Mars Pathfinder and the Channeled Scablands of Washington
On July 4, 1997, NASA's Mars Pathfinder spacecraft will touch down on the Red Planet at the mouth of a giant flood channel, Ares Valles. This new Mars mission presents exciting possibilities for enhancing science education and literacy for a generation of children too young to remember the Viking Mars landings of 1976.
Ares Valles appears to be similar, though much larger, than the Channeled Scablands of central and eastern Washington State. The Scablands resulted from the catastrophic release of water from the Ice Age Lake Missoula, which once covered parts of Montana and Idaho. The floods carved up the landscape of Washington and poured down the Columbia River gorge that borders Oregon and Washington, approximately 13,000 years ago.

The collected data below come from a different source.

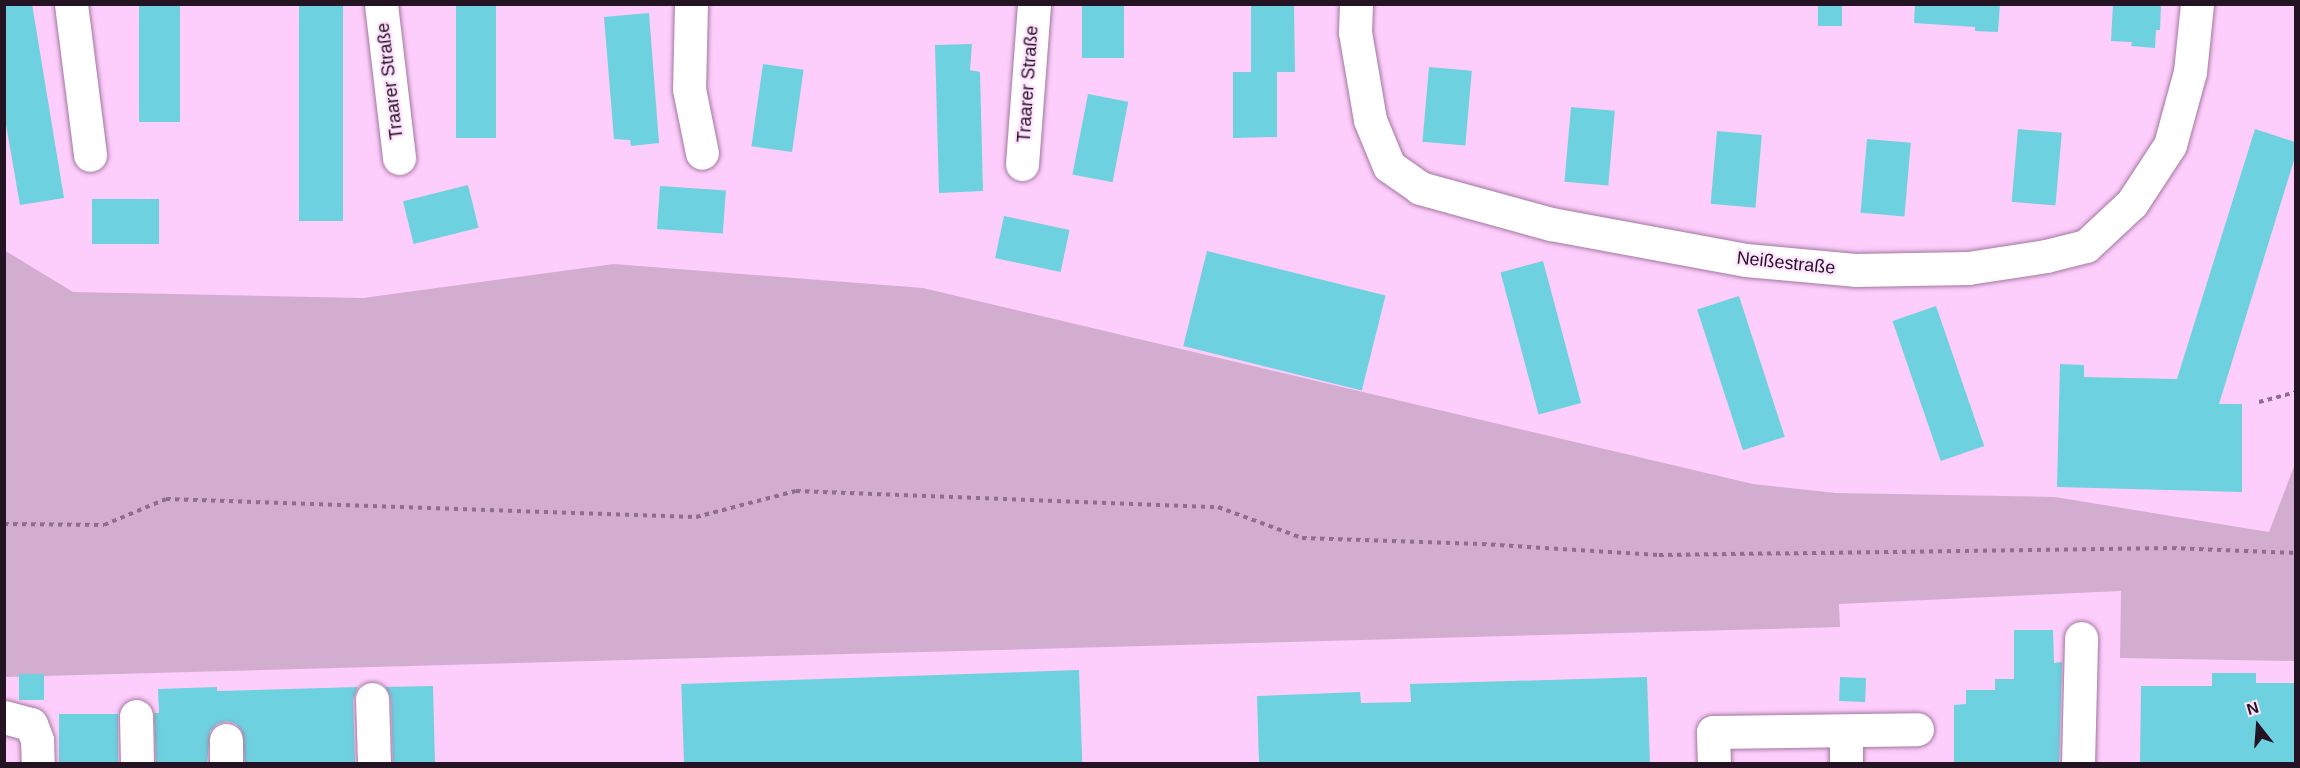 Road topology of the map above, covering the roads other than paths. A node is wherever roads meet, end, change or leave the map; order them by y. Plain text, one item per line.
1 (70, 4) edge
2 (381, 4) edge
3 (692, 4) edge
4 (1034, 4) edge
5 (1356, 4) edge
6 (2197, 4) edge
7 (702, 153) dead end
8 (90, 155) dead end
9 (399, 158) dead end
10 (1022, 164) dead end
11 (2081, 638) dead end
12 (372, 699) dead end
13 (136, 716) dead end
14 (4, 717) edge
15 (1917, 729) dead end
16 (1846, 730) junction
17 (38, 764) edge
18 (137, 764) edge
19 (374, 764) edge
20 (1714, 764) edge
21 (1846, 764) edge
22 (2078, 764) edge

1 - 8 street
2 - 9 street, Traarer Straße
3 - 7 street
4 - 10 street, Traarer Straße
5 - 6 street, Neißestraße
11 - 22 street
12 - 19 street
13 - 18 street
14 - 17 street
15 - 16 street
16 - 20 street
16 - 21 street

The landscapes of central and eastern Washington may be very similar to the landscape that Mars Pathfinder will see when it lands on Mars in 1997. The landing site is thought to be a huge, flat deposit of sediment brought down by the giant martian floods that formed Ares Valles. Mars Pathfinder will be able to determine the composition of rocks and soils brought to the landing site by this ancient flood, using an array of instruments that include a stereo camera that can "see" in 24 different colors. Mars Pathfinder also sports a small, six-wheeled vehicle, termed a "microrover," that will drive around the landing site and test the composition of rocks using an x-ray and alpha-particle detector.

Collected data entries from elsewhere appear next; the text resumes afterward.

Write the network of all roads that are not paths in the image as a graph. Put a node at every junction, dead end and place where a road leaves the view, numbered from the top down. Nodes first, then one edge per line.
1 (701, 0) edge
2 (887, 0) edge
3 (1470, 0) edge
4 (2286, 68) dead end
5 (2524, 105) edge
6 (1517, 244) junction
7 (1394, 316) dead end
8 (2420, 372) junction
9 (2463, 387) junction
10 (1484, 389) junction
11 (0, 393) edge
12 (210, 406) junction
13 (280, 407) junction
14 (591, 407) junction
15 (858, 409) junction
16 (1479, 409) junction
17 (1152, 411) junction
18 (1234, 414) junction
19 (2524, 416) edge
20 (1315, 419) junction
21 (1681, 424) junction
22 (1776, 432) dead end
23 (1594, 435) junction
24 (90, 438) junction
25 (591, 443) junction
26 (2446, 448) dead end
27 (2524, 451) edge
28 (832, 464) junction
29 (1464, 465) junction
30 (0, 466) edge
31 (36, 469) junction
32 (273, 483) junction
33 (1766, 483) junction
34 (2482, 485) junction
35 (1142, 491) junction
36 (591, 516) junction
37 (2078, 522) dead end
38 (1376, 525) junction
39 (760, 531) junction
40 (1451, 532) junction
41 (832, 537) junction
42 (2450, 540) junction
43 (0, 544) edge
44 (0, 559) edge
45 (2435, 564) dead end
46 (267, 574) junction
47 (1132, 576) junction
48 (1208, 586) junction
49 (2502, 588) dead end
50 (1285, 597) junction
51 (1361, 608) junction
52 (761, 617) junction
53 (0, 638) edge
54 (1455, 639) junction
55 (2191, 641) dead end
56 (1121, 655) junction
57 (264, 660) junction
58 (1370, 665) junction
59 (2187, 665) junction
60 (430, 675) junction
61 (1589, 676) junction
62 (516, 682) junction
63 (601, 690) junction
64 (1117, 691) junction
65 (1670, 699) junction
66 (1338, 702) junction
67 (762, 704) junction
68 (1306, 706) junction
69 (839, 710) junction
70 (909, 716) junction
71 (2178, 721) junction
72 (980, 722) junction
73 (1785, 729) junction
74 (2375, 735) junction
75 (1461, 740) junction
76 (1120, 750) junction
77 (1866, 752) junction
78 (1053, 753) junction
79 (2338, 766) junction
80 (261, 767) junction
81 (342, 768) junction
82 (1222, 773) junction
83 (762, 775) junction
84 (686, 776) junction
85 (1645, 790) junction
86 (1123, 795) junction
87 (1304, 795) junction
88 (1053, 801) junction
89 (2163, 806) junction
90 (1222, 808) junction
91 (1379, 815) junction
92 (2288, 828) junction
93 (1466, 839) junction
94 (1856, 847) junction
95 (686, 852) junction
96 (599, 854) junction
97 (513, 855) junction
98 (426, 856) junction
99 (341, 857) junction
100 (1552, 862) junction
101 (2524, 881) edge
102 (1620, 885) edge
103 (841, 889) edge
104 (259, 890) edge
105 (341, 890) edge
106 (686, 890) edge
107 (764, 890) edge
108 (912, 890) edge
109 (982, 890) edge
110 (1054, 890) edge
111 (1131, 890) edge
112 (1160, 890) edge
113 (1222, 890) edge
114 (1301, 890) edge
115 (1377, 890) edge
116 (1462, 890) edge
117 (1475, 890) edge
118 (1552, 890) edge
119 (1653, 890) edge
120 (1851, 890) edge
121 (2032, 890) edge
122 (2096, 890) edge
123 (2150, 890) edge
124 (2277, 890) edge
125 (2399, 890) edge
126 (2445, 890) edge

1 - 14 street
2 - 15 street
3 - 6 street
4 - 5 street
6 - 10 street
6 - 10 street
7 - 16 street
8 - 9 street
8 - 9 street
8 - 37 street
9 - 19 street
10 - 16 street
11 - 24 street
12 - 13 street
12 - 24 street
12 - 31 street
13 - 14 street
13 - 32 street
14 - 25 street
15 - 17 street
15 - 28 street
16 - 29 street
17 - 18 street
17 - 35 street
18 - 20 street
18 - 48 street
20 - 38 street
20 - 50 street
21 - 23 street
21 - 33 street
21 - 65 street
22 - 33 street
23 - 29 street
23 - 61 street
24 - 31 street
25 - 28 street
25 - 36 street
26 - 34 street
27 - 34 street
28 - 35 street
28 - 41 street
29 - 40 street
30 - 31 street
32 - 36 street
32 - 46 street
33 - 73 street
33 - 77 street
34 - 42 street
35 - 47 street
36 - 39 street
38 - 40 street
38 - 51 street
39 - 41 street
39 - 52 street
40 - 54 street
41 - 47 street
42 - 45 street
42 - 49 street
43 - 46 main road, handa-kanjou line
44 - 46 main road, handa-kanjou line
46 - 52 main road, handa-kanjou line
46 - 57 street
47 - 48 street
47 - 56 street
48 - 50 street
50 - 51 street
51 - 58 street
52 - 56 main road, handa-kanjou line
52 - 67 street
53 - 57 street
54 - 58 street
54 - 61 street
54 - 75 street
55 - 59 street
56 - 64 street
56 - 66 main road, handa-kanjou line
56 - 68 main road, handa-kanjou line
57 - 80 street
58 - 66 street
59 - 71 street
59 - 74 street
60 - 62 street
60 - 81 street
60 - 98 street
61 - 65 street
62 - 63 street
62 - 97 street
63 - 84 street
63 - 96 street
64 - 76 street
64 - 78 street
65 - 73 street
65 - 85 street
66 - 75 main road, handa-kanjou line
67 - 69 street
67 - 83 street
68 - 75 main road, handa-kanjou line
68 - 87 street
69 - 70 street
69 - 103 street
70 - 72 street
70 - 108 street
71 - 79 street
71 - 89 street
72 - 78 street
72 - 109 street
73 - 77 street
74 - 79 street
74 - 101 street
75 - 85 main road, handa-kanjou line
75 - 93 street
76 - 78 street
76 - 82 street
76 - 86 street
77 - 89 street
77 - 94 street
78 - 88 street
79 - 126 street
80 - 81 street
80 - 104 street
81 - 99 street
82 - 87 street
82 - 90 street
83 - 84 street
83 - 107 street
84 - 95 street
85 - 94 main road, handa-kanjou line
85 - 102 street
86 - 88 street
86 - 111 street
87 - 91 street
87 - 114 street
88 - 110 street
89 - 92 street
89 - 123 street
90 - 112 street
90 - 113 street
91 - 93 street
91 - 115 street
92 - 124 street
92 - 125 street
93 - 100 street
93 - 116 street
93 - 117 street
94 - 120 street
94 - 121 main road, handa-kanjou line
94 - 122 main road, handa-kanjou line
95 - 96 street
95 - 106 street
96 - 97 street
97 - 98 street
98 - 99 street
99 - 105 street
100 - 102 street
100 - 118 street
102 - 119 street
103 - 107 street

Field Trips and Workshop will Include K-12 Teachers
In September 1995, Mars scientists and Mars Pathfinder engineers are going to the state of Washington to examine the Channeled Scablands and discuss the geology and physical nature of the Ares Valles landing site. The event will span an entire week, from Sunday, September 24th through Saturday, September 30th.

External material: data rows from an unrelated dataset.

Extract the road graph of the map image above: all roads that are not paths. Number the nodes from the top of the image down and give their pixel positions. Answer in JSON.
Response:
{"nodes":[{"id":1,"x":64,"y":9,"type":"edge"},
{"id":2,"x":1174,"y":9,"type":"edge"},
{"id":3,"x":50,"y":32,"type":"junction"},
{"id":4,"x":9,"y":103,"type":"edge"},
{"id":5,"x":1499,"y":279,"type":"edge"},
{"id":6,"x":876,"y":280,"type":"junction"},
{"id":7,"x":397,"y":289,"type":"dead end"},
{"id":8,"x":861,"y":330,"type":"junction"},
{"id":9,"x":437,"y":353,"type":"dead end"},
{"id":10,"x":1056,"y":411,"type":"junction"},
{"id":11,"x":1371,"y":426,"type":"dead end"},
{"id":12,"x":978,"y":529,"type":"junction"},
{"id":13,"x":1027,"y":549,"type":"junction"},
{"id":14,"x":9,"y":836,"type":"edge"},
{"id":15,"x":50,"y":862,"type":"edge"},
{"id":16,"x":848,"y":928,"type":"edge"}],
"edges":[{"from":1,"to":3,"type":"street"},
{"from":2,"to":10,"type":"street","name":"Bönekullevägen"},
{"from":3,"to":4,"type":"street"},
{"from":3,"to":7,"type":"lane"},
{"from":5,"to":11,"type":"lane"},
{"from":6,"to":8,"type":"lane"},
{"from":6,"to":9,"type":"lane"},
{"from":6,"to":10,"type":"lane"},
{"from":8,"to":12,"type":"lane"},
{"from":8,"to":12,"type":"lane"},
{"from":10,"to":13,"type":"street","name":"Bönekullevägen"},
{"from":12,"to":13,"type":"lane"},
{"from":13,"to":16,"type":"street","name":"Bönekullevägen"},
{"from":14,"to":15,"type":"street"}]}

There are two field trips planned to examine the Scablands, the first runs September 24 through 27 and is based out of Moses Lake, Washington. This first field trip will include a 3-hour overflight in an aircraft over the Channeled Scablands terrain. The trip is led by Dr. Victor Baker of the University of Arizona, an expert on the Channeled Scablands and flood channels on Mars. The trip is followed by the Mars Pathfinder Landing Site II Workshop, which will be held in Spokane, Washington, September 28 and 29. A second field trip is planned for September 30 to examine the region east of Spokane where Lake Missoula first burst and began the massive floods that carved the Scablands.
This combined field trip and workshop is unique because it will also involve participation from K-12 teachers. Indeed, the main goal of the first field trip (September 24-27) is to bring together K-12 teachers from Washington and Idaho plus Mars Pathfinder scientists and engineers and provide a forum for direct interaction between the two groups. An education grant from NASA's Planetary Geology and Geophysics Program has been made available to allow the participation in the September 24-27 field trip of approximately 10 K-12 educators from Washington and Idaho. Following the field trip, educators will be expected to share the experience with students, parents, and teachers in their community. The deadline for applicants is March 31, 1995.
Workshop and Field Trip Contacts
The Mars Pathfinder Landing Site II Workshop of September 28-29 is being convened by Dr. Matthew P. Golombek of the Jet Propulsion Laboratory, Pasadena, California. Golombek is the Project Scientist for the Mars Pathfinder mission.
The Field Trips to the Channeled Scablands September 24-27 and September 30 are being convened by Dr. Kenneth S. Edgett and Mr. James W. Rice, Jr., of Arizona State University (ASU), Tempe, Arizona. Edgett is the director of the Arizona Mars K-12 Education Program, an outreach effort centered on the educational aspects of the Mars Global Surveyor and Mars Pathfinder missions. Rice is a Ph.D. candidate in ASU's Department of Geography.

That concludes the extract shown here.